Interest in AI/ML applications within drug discovery and computational chemistry.
Strong curiosity, initiative, and eagerness to build scalable tools in a scientific research setting.

Responsibilities

Expand and maintain databases supporting computational chemistry and discovery research initiatives.
Program new tools for automated data extraction to support both new and existing databases.
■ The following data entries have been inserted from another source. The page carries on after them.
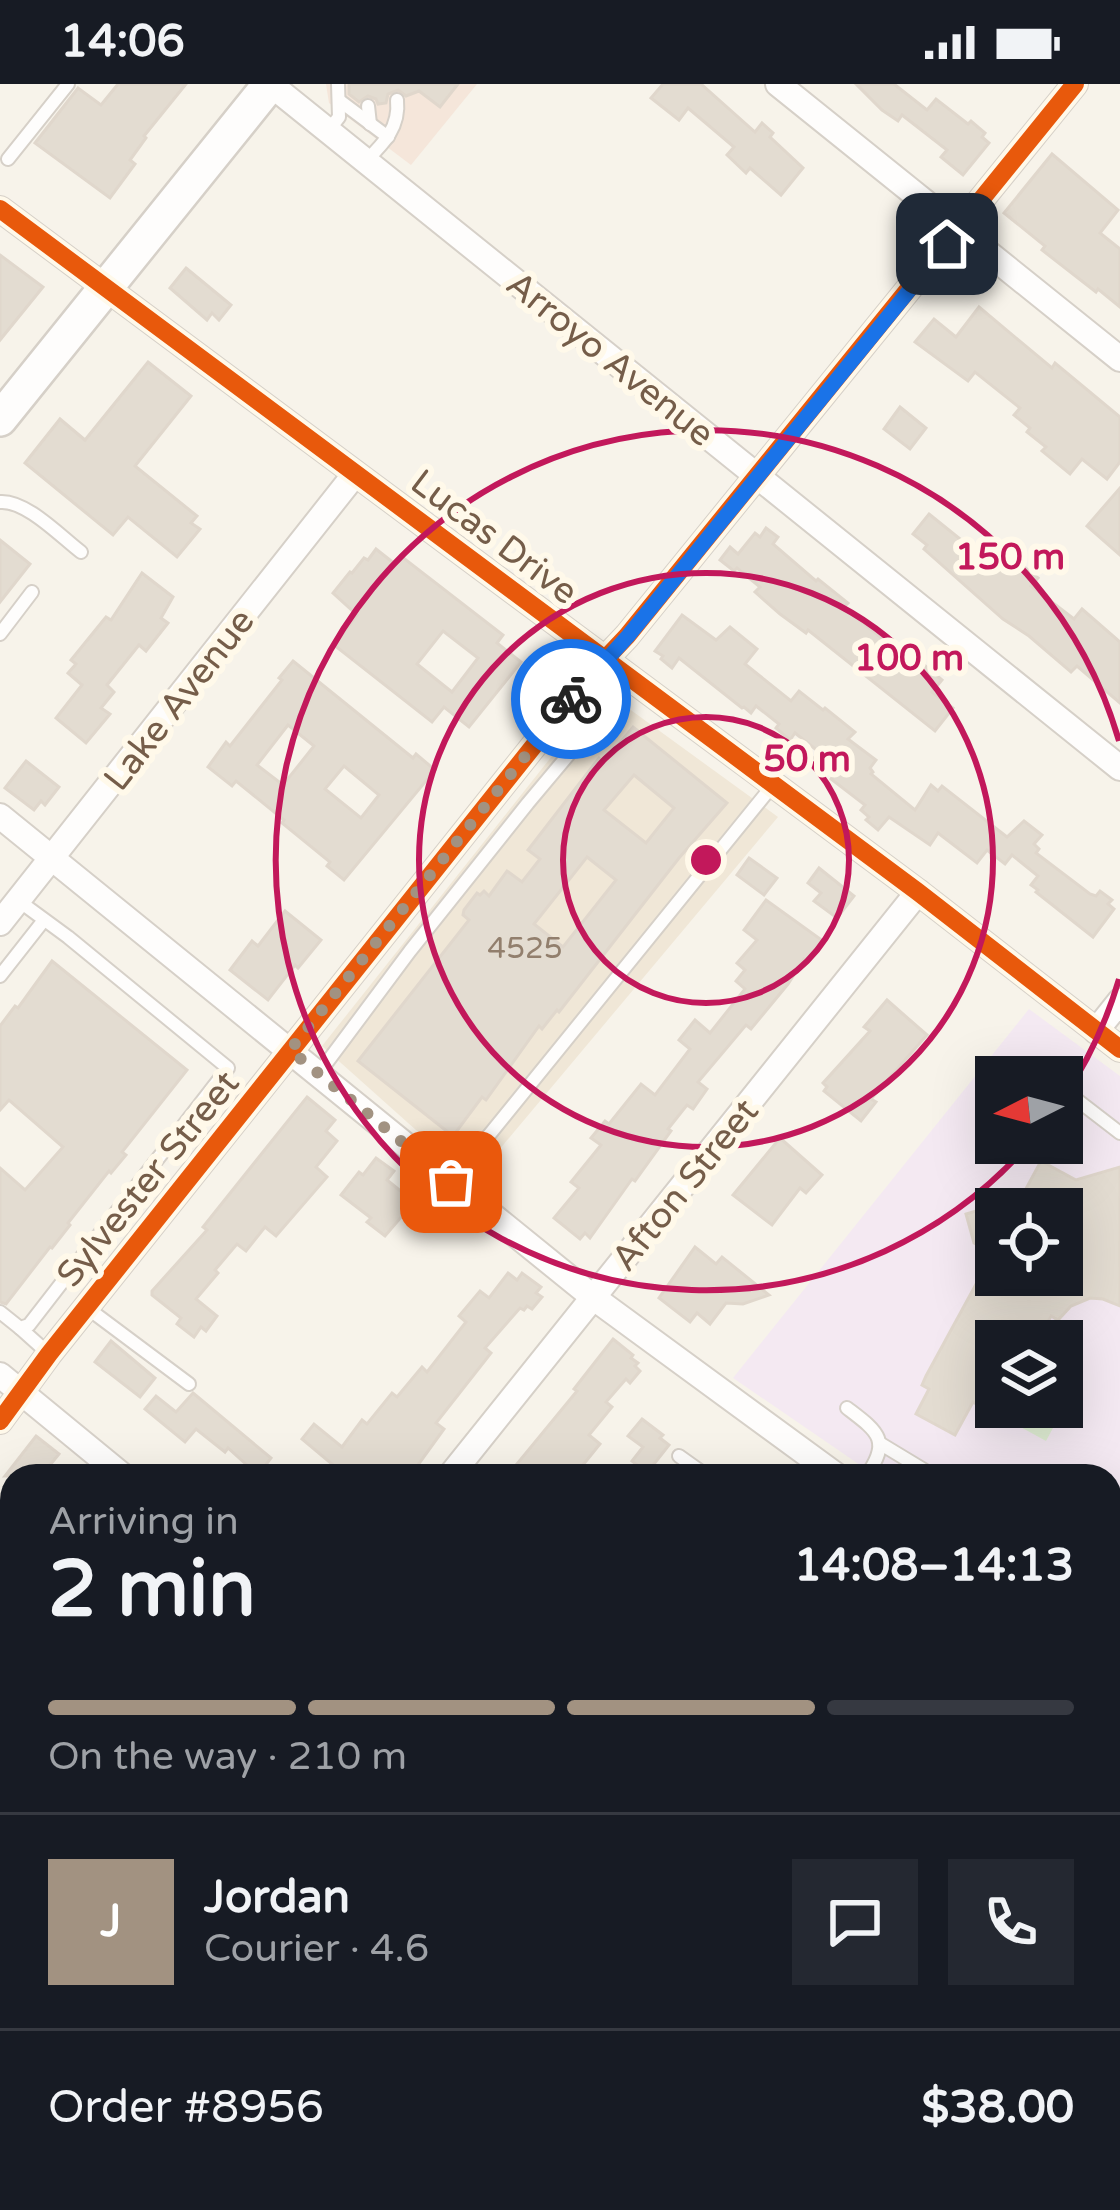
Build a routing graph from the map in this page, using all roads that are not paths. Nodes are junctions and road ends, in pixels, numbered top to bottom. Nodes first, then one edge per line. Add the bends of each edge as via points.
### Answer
1 (68, 84) edge
2 (270, 84) edge
3 (338, 84) edge
4 (778, 84) edge
5 (1075, 84) edge
6 (397, 100) dead end
7 (340, 101) junction
8 (368, 106) dead end
9 (370, 124) junction
10 (328, 131) junction
11 (388, 137) junction
12 (8, 160) dead end
13 (366, 161) junction
14 (0, 209) edge
15 (958, 229) junction
16 (105, 289) junction
17 (1120, 359) edge
18 (0, 419) edge
19 (356, 474) junction
20 (758, 475) junction
21 (0, 502) edge
22 (81, 552) dead end
23 (32, 592) dead end
24 (0, 634) edge
25 (604, 659) junction
26 (632, 679) junction
27 (1120, 768) edge
28 (773, 785) junction
29 (0, 816) edge
30 (52, 858) junction
31 (918, 892) junction
32 (18, 901) junction
33 (44, 920) junction
34 (0, 923) edge
35 (0, 976) edge
36 (1120, 1001) edge
37 (1096, 1031) junction
38 (1120, 1049) edge
39 (290, 1050) junction
40 (319, 1073) junction
41 (243, 1081) junction
42 (1083, 1104) edge
43 (1120, 1133) edge
44 (451, 1182) junction
45 (594, 1298) junction
46 (86, 1307) junction
47 (0, 1312) edge
48 (20, 1328) junction
49 (49, 1354) junction
50 (0, 1376) edge
51 (189, 1384) dead end
52 (22, 1392) junction
53 (847, 1408) dead end
54 (0, 1420) edge
55 (881, 1444) junction
56 (679, 1456) dead end
57 (109, 1464) edge
58 (460, 1464) edge
59 (690, 1464) edge
60 (821, 1464) edge
61 (874, 1464) edge
62 (913, 1464) edge

1 - 12 lane
2 - 10 street, Arroyo Avenue
2 - 16 main road
3 - 7 lane
4 - 15 street
5 - 15 street, Sylvester Street
6 - 11 lane
7 - 9 lane
7 - 10 lane
8 - 9 lane
9 - 11 lane
10 - 13 street, Arroyo Avenue
11 - 13 lane
13 - 20 street, Arroyo Avenue
14 - 16 street, Lucas Drive
15 - 17 street
15 - 20 street, Sylvester Street
16 - 18 main road
16 - 19 street, Lucas Drive
19 - 25 street, Lucas Drive
19 - 30 street, Lake Avenue
20 - 25 street, Sylvester Street
20 - 27 street, Arroyo Avenue
21 - 22 lane via 26,509
23 - 24 lane
25 - 26 street, Lucas Drive
25 - 39 street, Sylvester Street
26 - 28 street, Lucas Drive
26 - 40 lane
28 - 31 street, Lucas Drive
28 - 44 lane
29 - 30 street
30 - 32 street, Lake Avenue
30 - 39 street
31 - 37 street, Lucas Drive
31 - 45 street, Afton Street
32 - 33 lane
32 - 34 street, Lake Avenue
33 - 35 lane
33 - 41 lane
36 - 37 street
37 - 38 street, Lucas Drive
39 - 40 street
39 - 41 street, Sylvester Street
40 - 44 street
41 - 46 street, Sylvester Street
41 - 48 lane
42 - 43 lane
44 - 45 street
45 - 58 street, Afton Street
45 - 60 street
46 - 49 street, Sylvester Street
46 - 51 lane
47 - 48 lane
48 - 49 lane
49 - 52 street, Sylvester Street
50 - 52 street
52 - 54 street, Sylvester Street
52 - 57 street
53 - 55 lane
55 - 61 lane
55 - 62 lane
56 - 59 lane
Develop tools for quality control (QC) analysis of biological efficacy data and apply them to collected datasets.
Create tools for streamlined processing of in-silico–generated data.
Contribute to ongoing discovery efforts, including: Development of generative AI / machine learning models for physicochemical and structural prediction of drug molecules. Development of models integrating biological, bioinformatic, and in-silico calculated data.
Assist with data analysis, visualization, and interpretation to support applied drug discovery efforts.
Collaborate with computational chemists, data scientists, and discovery stakeholders.
Present project updates in weekly group meetings.
Prepare final deliverables, including a scientific poster and a ~20-minute presentation summarizing project objectives, results, and learning.